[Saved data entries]
==================================================

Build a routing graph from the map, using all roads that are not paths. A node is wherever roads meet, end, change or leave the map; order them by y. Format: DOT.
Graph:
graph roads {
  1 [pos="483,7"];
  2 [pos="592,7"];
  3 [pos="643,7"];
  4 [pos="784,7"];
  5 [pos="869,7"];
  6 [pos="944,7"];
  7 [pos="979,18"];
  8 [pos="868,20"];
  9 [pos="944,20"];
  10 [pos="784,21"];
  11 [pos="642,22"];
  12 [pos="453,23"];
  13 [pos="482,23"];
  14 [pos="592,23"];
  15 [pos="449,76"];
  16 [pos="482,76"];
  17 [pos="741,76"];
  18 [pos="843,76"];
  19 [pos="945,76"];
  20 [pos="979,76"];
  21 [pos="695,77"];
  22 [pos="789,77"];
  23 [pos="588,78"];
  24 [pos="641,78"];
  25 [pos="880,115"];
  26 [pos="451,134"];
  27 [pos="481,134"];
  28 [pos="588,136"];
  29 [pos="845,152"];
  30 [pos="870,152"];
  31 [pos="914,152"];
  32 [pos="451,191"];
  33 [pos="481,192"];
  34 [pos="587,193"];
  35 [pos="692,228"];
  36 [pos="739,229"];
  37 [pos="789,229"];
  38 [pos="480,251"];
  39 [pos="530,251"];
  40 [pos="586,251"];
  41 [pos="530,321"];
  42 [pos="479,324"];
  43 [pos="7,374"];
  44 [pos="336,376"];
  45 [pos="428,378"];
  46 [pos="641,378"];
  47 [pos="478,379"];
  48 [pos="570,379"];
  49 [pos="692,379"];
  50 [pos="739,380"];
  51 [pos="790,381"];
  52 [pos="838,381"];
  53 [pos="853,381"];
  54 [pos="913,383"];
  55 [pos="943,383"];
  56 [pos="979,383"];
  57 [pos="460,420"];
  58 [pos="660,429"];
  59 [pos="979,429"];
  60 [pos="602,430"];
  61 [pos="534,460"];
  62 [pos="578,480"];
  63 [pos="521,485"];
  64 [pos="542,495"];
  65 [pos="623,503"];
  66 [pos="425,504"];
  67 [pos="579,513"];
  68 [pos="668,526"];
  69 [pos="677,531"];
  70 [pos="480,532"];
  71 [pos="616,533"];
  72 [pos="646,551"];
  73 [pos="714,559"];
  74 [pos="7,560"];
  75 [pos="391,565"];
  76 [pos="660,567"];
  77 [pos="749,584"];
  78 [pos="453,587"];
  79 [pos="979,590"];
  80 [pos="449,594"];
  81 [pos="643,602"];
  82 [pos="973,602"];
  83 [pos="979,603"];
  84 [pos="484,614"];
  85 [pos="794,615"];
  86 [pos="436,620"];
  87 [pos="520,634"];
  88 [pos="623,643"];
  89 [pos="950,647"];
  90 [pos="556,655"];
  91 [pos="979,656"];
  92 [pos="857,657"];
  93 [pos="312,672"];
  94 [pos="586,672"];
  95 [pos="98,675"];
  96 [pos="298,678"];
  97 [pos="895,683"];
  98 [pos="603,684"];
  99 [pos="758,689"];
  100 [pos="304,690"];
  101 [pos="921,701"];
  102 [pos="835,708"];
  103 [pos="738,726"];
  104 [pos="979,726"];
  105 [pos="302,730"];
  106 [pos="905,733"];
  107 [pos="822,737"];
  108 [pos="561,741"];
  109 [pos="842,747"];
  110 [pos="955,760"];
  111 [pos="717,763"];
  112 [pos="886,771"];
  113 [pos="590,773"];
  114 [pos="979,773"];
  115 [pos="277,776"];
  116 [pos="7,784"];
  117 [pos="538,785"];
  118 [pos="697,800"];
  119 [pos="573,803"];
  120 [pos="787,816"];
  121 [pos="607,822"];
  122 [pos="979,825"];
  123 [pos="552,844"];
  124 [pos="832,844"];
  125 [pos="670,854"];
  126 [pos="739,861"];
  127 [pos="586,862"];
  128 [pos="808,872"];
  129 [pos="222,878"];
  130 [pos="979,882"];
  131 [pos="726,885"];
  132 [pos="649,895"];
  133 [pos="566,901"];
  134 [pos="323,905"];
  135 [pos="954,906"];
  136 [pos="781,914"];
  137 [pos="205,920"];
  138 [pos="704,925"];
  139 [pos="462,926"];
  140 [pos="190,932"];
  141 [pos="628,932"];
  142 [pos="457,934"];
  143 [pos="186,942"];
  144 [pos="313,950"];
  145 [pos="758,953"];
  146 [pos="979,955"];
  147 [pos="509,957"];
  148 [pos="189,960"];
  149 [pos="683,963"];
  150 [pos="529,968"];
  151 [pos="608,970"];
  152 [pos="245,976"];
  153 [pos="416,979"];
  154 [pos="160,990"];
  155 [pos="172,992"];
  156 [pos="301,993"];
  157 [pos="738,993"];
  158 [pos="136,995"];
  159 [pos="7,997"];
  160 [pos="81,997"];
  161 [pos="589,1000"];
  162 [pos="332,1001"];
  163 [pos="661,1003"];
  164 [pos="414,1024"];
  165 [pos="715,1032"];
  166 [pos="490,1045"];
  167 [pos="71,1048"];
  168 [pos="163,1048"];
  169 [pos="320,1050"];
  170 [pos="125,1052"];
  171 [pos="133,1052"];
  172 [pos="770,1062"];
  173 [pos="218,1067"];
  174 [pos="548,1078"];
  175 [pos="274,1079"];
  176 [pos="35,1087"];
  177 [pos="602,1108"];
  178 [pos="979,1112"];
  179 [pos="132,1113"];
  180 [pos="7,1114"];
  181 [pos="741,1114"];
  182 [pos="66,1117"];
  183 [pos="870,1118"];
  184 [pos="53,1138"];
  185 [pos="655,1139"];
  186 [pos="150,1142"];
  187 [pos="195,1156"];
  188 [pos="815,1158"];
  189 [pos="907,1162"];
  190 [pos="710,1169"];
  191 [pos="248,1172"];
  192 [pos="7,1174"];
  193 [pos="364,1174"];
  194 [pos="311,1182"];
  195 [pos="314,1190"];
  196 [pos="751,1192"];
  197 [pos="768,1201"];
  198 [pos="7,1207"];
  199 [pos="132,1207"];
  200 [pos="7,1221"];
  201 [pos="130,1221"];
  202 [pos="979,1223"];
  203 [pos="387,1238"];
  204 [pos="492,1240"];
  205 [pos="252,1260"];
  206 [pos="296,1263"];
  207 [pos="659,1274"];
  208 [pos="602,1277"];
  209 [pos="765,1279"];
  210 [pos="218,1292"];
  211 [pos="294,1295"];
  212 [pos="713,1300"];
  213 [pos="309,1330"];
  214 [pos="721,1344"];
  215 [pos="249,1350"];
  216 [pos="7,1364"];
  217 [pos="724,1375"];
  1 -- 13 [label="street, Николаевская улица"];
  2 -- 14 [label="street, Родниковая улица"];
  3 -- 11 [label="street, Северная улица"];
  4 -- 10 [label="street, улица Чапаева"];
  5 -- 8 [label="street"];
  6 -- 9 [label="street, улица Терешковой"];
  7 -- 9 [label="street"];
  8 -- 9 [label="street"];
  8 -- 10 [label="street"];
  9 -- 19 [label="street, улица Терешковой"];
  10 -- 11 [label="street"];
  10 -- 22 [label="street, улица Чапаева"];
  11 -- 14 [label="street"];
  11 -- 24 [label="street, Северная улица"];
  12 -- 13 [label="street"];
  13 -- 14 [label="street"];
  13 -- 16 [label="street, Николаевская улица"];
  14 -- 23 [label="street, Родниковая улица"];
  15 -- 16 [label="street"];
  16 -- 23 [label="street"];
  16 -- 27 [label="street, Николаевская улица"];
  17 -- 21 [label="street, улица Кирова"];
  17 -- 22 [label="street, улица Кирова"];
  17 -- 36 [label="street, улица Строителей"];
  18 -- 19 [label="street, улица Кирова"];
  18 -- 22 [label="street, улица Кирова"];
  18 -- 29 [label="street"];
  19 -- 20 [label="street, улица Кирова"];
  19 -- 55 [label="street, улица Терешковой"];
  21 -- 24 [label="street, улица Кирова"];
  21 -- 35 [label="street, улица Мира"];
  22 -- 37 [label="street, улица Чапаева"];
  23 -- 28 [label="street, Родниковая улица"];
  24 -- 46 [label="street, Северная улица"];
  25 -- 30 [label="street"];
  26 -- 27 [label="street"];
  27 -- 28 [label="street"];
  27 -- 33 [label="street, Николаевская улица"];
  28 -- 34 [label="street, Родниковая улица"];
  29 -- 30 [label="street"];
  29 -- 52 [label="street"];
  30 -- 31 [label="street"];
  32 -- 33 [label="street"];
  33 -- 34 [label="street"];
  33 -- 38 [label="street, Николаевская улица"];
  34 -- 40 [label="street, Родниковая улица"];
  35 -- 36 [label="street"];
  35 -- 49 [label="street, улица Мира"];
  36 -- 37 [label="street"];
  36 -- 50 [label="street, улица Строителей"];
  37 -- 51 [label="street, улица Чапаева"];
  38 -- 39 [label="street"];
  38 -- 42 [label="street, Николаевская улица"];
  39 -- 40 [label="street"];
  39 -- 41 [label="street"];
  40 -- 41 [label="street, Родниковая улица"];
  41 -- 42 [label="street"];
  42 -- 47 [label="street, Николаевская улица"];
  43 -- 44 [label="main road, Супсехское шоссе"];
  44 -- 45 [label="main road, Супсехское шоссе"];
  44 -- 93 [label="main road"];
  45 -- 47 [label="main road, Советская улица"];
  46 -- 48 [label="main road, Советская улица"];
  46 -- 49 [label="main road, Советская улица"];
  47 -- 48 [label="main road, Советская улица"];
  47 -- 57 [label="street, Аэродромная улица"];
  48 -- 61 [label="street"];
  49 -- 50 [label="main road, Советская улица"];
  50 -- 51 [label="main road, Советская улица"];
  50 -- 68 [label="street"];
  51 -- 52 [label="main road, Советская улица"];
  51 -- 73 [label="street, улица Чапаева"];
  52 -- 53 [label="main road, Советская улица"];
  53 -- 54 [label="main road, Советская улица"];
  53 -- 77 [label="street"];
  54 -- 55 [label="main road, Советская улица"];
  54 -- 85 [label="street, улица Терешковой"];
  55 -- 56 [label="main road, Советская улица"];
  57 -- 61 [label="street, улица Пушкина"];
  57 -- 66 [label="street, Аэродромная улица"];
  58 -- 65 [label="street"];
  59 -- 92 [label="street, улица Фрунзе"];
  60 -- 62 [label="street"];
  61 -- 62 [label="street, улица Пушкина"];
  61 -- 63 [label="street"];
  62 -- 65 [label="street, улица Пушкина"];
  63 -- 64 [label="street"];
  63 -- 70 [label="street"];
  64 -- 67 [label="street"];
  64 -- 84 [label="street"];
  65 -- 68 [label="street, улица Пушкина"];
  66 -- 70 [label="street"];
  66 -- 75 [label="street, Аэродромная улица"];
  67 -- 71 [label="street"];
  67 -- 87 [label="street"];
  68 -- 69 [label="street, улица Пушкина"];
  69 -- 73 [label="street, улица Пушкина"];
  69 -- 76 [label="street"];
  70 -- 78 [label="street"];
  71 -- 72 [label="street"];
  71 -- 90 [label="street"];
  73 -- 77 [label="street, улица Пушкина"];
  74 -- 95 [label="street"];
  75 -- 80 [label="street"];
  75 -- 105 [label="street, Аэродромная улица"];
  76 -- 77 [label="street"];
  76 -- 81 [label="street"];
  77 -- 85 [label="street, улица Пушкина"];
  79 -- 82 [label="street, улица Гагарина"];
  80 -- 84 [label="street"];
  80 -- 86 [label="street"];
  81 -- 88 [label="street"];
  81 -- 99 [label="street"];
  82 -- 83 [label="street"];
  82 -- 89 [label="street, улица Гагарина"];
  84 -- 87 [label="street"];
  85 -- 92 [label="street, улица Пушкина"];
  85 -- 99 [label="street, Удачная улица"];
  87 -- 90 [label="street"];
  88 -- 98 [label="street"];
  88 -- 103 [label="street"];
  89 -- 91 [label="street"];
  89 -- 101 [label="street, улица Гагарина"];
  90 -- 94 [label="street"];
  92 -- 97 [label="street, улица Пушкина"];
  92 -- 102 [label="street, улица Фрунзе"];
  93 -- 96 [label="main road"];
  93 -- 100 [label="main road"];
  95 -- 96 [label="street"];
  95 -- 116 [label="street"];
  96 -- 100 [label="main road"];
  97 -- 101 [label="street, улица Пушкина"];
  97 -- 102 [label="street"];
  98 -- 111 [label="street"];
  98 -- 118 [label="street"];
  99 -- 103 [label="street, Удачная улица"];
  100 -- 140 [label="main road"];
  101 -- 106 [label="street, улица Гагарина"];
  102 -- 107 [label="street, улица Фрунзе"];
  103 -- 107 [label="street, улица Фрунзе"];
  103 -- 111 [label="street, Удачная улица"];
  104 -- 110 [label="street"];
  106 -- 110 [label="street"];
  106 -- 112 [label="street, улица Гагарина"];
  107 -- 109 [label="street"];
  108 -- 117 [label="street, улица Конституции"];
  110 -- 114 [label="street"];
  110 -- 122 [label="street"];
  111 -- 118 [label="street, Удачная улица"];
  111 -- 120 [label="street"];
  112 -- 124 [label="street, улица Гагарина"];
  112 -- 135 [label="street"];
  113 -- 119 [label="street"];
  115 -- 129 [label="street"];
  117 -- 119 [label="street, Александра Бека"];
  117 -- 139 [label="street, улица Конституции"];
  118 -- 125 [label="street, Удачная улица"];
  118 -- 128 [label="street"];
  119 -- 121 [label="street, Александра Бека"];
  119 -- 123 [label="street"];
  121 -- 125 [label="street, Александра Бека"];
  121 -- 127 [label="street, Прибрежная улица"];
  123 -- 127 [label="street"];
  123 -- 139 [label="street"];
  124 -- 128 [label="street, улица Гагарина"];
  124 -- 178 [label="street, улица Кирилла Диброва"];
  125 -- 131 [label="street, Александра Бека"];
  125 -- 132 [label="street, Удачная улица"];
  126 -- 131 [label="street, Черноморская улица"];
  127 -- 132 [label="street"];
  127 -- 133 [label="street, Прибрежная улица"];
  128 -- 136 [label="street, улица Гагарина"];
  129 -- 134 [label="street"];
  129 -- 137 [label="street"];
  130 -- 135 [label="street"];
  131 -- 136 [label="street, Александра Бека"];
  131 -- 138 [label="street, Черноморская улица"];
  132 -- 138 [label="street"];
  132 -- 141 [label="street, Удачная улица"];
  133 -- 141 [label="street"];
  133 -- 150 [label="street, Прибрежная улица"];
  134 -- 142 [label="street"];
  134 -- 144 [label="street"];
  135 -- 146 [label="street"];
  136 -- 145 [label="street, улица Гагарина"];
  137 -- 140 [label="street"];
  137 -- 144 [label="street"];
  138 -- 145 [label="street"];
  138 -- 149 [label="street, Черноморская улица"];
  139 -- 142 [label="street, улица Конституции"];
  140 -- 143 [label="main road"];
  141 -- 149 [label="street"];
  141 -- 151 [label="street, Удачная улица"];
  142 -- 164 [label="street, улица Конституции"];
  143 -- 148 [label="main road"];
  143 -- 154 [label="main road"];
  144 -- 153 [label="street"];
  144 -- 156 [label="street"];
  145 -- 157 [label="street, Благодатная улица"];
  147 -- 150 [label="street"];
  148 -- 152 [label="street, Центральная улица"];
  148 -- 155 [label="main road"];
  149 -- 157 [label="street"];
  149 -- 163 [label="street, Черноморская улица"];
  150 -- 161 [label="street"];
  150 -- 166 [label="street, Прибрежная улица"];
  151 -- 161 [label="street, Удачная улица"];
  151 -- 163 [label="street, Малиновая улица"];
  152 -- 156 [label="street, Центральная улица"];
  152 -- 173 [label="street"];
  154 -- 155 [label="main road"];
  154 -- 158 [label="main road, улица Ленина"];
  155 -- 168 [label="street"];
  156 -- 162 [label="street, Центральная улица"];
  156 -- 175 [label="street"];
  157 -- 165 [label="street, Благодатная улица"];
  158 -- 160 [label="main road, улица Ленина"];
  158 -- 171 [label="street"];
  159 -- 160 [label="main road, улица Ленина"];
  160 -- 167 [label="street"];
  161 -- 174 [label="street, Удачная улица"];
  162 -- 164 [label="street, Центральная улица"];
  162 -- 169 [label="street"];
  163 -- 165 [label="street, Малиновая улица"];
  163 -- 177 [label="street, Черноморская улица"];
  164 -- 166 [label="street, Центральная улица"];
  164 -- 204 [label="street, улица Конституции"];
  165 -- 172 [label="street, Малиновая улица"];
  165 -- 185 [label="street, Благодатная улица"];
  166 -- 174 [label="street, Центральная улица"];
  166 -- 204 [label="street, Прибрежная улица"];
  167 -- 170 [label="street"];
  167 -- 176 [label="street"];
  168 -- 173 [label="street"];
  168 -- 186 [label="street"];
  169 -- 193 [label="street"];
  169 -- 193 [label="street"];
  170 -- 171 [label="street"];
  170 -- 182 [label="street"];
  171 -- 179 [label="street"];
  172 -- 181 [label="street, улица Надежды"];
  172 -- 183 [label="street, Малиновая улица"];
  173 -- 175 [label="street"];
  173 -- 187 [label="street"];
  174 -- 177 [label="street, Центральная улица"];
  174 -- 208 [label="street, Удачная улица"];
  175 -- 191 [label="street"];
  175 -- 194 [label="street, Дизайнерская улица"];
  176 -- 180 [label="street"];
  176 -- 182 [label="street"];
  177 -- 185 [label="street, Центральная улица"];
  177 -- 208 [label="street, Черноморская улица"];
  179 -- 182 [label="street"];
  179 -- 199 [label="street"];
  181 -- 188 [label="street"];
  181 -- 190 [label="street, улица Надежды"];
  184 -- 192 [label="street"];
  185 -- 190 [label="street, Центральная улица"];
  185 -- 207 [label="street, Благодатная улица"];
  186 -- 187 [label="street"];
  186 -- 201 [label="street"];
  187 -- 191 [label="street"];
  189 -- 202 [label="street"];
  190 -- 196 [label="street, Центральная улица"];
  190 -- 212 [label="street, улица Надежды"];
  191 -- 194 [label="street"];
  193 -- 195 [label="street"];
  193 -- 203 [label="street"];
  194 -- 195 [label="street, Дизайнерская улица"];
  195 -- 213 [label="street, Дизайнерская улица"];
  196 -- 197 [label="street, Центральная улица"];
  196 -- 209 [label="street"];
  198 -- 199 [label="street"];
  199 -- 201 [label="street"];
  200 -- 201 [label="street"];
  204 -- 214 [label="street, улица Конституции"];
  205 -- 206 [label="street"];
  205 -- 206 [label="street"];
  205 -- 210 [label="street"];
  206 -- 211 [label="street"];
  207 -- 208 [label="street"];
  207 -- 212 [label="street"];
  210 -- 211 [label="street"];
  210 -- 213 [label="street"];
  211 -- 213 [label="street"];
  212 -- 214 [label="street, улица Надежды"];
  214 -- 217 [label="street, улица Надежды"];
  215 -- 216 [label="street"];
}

==================================================

Task details |
Go through the data above and copy each line in which "Советская" appears.

Exercise result |
  45 -- 47 [label="main road, Советская улица"];
  46 -- 48 [label="main road, Советская улица"];
  46 -- 49 [label="main road, Советская улица"];
  47 -- 48 [label="main road, Советская улица"];
  49 -- 50 [label="main road, Советская улица"];
  50 -- 51 [label="main road, Советская улица"];
  51 -- 52 [label="main road, Советская улица"];
  52 -- 53 [label="main road, Советская улица"];
  53 -- 54 [label="main road, Советская улица"];
  54 -- 55 [label="main road, Советская улица"];
  55 -- 56 [label="main road, Советская улица"];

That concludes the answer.